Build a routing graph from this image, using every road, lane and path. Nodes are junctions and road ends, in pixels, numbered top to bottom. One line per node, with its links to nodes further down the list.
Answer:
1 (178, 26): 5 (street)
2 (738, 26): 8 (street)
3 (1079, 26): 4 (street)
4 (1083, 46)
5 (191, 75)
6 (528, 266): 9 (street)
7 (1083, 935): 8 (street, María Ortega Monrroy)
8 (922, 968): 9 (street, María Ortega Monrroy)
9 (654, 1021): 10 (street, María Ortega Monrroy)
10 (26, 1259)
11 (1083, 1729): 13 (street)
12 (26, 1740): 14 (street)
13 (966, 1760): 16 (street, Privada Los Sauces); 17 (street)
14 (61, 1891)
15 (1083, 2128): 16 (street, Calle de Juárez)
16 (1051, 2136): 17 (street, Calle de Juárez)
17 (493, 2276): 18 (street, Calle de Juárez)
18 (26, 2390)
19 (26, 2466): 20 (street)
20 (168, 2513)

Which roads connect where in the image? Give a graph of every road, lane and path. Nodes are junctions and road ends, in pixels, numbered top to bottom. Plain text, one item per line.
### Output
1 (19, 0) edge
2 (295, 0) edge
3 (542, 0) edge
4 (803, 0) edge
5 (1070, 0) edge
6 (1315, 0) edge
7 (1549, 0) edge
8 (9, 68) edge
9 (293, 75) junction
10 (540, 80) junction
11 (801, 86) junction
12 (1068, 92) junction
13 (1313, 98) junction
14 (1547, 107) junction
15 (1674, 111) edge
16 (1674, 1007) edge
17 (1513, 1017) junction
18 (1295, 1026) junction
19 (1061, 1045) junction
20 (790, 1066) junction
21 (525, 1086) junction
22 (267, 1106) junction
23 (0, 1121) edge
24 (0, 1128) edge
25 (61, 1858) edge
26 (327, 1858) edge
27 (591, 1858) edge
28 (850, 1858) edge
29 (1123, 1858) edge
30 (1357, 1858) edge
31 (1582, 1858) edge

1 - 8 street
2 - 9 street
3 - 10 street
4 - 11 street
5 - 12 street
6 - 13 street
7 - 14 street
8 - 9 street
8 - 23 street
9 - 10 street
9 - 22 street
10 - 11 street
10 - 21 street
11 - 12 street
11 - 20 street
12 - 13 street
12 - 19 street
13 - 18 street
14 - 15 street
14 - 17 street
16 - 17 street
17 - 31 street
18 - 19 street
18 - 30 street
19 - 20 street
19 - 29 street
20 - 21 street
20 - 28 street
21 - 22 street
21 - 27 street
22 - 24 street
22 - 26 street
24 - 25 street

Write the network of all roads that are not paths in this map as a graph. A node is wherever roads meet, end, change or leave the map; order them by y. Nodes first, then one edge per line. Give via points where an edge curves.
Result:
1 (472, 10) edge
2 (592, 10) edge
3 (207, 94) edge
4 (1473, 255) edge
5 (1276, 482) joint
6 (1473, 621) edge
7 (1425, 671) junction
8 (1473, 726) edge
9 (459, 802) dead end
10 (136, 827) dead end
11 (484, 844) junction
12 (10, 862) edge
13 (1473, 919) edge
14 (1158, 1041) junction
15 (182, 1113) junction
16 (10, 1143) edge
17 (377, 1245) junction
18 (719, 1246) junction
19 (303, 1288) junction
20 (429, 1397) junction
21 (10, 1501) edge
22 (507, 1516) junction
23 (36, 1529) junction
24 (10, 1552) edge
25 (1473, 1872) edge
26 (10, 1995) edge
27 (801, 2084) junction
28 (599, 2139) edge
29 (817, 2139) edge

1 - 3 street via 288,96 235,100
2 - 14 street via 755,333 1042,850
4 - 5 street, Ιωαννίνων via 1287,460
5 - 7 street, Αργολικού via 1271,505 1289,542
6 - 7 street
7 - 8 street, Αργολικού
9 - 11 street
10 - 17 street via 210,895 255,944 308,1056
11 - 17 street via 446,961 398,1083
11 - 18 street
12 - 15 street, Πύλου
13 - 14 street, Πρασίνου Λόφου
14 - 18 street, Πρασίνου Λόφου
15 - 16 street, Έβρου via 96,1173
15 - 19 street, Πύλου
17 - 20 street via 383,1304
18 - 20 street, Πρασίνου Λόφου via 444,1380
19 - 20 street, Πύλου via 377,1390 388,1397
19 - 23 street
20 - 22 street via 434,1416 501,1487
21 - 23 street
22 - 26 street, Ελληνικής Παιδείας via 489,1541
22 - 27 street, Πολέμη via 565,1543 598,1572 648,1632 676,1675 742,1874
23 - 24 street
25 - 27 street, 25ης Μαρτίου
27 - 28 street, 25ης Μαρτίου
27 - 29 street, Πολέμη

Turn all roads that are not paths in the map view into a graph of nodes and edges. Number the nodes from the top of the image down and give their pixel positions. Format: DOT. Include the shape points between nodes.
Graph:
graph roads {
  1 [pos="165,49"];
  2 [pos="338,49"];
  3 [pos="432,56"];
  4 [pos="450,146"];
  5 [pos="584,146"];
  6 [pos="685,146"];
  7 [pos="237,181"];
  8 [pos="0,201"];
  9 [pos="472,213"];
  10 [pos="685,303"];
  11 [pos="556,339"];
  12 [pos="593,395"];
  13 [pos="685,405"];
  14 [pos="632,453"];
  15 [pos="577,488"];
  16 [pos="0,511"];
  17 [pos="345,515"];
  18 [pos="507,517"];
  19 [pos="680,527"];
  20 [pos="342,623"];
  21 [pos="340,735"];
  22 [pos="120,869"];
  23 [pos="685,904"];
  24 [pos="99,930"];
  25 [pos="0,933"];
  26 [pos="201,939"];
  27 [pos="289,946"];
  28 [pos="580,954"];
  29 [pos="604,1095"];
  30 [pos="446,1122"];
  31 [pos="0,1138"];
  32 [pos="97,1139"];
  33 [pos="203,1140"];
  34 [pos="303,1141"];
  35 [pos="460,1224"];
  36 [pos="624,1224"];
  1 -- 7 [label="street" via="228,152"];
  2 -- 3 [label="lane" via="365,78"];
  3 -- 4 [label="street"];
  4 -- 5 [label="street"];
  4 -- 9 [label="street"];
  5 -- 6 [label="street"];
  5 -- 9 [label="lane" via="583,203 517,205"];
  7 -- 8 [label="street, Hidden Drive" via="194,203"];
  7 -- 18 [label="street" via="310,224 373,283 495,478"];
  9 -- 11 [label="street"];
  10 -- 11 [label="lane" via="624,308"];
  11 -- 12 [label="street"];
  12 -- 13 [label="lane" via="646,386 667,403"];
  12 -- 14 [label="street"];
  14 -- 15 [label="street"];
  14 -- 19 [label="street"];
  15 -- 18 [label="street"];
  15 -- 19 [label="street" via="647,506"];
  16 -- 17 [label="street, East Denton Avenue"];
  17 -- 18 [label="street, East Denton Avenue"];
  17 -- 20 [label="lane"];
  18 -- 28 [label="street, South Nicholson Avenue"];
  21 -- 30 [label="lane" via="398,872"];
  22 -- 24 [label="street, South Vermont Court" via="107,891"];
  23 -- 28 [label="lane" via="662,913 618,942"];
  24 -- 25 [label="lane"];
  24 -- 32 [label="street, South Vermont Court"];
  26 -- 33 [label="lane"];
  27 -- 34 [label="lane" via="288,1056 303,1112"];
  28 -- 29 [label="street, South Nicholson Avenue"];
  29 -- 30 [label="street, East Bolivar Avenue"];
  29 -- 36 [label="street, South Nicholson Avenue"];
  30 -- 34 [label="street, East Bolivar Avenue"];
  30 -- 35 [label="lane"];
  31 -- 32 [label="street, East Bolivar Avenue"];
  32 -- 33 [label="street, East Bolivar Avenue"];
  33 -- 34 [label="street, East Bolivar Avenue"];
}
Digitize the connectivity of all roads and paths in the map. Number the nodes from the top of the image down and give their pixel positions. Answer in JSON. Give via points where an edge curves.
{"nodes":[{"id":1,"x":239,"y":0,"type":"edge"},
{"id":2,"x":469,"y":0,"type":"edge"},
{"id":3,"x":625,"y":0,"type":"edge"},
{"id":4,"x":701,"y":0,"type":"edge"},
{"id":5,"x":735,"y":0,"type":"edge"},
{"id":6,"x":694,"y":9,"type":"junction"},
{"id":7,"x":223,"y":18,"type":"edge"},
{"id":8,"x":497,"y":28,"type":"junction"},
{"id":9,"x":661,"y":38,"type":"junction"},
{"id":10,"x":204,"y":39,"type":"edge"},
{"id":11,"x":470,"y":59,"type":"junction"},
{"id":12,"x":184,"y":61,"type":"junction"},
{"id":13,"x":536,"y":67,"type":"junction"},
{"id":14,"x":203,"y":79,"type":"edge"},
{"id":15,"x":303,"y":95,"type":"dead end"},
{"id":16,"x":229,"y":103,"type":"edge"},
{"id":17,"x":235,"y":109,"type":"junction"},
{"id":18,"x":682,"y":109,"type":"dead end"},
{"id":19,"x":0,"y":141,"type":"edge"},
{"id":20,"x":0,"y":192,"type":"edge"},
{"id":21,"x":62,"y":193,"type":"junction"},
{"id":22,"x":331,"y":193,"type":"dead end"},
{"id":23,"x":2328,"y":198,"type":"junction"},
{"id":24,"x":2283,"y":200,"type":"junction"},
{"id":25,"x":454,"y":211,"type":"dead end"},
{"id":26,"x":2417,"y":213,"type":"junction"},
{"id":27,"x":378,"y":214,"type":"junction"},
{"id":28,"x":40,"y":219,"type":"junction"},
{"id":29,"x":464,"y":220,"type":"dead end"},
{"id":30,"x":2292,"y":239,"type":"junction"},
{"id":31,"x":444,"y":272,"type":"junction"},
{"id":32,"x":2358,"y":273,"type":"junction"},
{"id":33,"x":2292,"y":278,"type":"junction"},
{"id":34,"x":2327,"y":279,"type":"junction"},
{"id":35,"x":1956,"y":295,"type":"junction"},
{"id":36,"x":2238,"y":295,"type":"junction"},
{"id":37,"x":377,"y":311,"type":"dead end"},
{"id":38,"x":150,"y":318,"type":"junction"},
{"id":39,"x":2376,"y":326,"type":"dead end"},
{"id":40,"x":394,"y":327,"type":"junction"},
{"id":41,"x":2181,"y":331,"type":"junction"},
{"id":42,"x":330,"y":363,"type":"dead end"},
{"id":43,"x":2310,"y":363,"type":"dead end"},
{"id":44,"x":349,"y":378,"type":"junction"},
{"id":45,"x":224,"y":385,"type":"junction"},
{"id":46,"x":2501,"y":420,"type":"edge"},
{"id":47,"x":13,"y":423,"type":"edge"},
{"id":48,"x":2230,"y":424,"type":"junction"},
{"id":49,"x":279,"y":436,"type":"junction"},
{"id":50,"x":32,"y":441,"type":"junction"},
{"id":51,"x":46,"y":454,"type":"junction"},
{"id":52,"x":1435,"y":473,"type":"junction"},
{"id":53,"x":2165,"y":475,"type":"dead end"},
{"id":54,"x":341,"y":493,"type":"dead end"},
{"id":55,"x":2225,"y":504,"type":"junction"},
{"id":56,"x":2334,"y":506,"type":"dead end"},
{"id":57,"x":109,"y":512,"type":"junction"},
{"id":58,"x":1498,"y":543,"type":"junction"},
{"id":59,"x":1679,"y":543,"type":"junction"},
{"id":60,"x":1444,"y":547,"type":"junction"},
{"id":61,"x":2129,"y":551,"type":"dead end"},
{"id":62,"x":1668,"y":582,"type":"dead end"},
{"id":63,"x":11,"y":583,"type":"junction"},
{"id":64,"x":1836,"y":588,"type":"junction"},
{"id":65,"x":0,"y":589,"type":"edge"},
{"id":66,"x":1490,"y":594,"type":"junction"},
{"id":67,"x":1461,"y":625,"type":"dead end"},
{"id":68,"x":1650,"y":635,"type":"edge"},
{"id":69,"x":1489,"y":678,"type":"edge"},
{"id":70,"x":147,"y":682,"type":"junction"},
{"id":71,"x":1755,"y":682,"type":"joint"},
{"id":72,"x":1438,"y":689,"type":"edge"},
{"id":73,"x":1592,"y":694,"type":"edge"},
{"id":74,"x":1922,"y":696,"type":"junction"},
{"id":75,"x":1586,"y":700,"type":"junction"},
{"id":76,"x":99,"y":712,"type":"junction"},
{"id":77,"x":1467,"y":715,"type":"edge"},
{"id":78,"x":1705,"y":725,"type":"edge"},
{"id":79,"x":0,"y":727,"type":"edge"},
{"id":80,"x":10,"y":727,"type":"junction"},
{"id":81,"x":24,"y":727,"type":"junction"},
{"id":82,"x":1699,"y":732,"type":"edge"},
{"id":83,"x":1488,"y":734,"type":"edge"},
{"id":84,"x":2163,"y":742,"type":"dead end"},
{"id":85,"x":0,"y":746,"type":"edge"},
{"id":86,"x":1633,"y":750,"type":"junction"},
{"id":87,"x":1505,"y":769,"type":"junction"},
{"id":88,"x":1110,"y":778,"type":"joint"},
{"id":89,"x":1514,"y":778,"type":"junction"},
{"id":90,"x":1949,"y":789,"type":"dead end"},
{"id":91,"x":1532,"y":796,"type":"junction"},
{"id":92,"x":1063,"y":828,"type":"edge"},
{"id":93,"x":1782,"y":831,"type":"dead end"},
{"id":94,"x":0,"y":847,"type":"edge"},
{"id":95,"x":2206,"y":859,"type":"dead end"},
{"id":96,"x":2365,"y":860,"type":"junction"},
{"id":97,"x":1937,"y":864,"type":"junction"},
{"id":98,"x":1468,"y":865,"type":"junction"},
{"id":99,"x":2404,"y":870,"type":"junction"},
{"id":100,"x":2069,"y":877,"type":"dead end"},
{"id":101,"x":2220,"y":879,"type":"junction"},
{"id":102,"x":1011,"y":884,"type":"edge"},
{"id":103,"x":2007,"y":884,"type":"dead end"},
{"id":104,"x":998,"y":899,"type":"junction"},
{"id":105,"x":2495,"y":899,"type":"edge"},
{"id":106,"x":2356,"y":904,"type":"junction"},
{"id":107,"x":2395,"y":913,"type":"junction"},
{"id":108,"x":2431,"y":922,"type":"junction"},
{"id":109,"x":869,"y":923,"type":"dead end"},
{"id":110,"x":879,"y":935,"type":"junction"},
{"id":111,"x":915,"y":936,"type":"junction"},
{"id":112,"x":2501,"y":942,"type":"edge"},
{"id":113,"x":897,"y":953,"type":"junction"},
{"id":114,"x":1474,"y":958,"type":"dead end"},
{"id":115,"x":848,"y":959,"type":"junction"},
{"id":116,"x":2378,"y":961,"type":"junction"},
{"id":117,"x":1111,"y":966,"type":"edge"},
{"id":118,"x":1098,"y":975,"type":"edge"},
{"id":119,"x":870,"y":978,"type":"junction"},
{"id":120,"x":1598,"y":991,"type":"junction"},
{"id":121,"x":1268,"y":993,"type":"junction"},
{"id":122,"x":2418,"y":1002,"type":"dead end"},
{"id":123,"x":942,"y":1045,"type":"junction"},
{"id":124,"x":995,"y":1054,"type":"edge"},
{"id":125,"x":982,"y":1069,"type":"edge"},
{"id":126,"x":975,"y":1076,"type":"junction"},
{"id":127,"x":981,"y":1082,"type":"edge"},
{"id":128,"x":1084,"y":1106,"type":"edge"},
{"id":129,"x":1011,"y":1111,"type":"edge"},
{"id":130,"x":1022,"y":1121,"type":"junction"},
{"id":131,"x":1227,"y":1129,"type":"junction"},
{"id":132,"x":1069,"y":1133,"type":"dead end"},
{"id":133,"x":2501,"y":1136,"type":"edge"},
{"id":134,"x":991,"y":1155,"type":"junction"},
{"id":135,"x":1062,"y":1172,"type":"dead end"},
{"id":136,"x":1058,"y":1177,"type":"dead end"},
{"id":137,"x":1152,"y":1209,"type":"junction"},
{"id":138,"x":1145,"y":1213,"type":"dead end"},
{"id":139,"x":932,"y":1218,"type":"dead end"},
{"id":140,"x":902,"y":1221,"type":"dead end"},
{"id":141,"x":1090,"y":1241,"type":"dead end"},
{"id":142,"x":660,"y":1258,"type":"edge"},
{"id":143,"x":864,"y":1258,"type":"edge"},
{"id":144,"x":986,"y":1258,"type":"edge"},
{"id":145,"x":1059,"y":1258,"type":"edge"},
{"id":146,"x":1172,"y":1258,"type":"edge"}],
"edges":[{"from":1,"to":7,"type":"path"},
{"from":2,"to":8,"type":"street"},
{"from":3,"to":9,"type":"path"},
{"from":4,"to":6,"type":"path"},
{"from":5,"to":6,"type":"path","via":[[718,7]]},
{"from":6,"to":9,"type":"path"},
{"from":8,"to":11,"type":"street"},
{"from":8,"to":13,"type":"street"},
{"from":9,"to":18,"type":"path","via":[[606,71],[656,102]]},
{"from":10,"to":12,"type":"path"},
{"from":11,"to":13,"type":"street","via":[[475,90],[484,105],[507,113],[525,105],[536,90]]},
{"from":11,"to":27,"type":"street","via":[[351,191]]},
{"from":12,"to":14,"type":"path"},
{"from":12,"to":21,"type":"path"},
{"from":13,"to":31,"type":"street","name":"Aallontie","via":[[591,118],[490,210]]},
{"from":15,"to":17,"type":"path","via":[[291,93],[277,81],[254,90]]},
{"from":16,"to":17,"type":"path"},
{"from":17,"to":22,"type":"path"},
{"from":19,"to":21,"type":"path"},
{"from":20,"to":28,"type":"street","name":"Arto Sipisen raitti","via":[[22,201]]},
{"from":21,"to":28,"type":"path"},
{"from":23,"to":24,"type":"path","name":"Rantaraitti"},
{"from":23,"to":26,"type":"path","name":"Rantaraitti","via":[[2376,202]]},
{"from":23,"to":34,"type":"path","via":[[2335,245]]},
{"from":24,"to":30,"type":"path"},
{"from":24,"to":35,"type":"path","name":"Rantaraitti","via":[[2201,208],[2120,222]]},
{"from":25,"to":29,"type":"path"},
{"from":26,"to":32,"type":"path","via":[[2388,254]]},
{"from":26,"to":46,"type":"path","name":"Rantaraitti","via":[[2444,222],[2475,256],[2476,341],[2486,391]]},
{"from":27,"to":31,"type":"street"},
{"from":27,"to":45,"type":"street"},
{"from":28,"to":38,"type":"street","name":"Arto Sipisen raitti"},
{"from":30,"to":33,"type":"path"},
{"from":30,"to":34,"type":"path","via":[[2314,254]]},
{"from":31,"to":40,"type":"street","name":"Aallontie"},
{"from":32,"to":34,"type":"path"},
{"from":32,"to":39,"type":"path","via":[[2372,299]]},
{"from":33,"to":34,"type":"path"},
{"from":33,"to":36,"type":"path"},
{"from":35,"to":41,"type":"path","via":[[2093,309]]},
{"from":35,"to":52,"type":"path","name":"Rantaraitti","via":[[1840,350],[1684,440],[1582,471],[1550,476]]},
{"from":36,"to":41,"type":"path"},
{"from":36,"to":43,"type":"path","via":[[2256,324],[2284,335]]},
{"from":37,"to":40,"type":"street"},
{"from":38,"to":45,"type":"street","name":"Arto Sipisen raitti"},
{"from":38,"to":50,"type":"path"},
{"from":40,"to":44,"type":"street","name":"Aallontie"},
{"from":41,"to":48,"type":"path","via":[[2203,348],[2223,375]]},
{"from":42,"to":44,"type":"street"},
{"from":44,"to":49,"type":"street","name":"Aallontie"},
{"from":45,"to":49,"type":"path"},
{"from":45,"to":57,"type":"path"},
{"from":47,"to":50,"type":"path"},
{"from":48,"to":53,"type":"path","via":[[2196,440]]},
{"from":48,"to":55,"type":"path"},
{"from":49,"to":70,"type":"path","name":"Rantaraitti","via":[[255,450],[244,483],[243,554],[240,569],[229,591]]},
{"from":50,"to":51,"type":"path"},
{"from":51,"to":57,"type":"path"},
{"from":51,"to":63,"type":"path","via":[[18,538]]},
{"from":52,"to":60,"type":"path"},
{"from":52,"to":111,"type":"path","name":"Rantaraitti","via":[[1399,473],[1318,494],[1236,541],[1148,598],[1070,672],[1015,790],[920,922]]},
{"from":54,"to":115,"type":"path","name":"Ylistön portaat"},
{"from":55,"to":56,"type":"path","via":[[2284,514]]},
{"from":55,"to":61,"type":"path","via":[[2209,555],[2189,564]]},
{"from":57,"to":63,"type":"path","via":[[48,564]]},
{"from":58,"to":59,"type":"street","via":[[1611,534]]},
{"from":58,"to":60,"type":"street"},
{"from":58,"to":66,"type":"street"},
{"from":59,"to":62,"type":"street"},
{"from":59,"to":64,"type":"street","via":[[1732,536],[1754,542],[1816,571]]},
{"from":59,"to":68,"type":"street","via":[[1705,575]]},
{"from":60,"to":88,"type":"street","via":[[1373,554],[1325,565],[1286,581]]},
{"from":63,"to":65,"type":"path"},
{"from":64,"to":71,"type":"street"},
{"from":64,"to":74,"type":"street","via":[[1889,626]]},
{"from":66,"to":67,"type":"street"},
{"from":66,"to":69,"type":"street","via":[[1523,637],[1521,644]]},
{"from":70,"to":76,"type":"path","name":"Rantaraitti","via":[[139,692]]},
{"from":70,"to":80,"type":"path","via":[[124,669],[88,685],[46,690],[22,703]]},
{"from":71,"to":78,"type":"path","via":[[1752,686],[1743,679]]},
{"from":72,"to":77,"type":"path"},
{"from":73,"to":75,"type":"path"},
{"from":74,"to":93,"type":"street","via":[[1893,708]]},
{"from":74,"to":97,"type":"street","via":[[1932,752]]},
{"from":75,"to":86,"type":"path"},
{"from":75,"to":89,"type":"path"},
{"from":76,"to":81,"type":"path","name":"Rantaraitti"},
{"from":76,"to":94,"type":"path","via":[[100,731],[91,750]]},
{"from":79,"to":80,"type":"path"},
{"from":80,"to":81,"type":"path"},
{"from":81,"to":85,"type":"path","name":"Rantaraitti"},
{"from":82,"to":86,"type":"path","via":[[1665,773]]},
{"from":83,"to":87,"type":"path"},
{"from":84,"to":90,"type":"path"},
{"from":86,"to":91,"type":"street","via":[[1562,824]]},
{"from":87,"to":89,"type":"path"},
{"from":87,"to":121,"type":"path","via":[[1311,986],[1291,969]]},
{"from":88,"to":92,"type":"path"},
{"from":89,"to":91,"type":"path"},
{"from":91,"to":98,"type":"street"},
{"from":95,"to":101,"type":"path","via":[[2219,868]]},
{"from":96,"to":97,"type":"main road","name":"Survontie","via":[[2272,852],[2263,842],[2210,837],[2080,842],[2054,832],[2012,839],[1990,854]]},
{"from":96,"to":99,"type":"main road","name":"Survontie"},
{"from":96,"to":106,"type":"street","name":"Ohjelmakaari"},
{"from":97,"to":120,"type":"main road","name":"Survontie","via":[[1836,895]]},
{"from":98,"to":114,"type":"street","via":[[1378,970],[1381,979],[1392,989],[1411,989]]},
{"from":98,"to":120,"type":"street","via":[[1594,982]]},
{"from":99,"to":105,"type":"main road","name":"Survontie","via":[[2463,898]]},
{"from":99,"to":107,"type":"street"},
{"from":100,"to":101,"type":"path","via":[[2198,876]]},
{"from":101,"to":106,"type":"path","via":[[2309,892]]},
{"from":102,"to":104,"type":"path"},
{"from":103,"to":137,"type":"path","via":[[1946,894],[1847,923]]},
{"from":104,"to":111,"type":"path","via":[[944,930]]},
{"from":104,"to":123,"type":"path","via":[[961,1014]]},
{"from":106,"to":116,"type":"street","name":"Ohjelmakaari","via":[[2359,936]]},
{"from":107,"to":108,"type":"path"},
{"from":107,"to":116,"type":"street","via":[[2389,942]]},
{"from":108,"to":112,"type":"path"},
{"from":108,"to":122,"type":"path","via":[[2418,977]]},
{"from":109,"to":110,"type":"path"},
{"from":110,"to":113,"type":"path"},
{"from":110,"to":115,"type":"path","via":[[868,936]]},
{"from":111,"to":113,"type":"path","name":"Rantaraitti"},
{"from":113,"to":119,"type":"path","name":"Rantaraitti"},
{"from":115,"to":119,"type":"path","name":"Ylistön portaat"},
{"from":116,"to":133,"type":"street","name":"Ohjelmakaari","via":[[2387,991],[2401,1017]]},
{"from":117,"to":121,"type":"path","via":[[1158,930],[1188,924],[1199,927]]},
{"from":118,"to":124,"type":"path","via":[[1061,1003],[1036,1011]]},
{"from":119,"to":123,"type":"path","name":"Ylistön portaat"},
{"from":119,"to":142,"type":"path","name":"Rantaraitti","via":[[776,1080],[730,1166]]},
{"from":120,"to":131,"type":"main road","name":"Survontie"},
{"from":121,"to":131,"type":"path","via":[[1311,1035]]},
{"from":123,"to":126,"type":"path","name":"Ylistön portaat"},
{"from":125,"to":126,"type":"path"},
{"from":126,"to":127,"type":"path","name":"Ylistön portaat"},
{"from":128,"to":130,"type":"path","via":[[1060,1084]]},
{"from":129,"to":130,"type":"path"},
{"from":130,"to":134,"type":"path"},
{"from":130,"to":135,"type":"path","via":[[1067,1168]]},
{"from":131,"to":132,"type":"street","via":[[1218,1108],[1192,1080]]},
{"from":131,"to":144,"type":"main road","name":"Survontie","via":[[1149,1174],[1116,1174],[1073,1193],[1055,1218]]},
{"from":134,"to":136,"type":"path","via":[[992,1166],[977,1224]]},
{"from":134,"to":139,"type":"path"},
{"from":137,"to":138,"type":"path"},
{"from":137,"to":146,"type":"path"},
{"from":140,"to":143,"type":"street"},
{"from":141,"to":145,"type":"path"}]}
########
THE TASK: Working from the entries above, return all lines that contain "Λόφου".

ANSWER FOR THE TASK:
13 - 14 street, Πρασίνου Λόφου
14 - 18 street, Πρασίνου Λόφου
18 - 20 street, Πρασίνου Λόφου via 444,1380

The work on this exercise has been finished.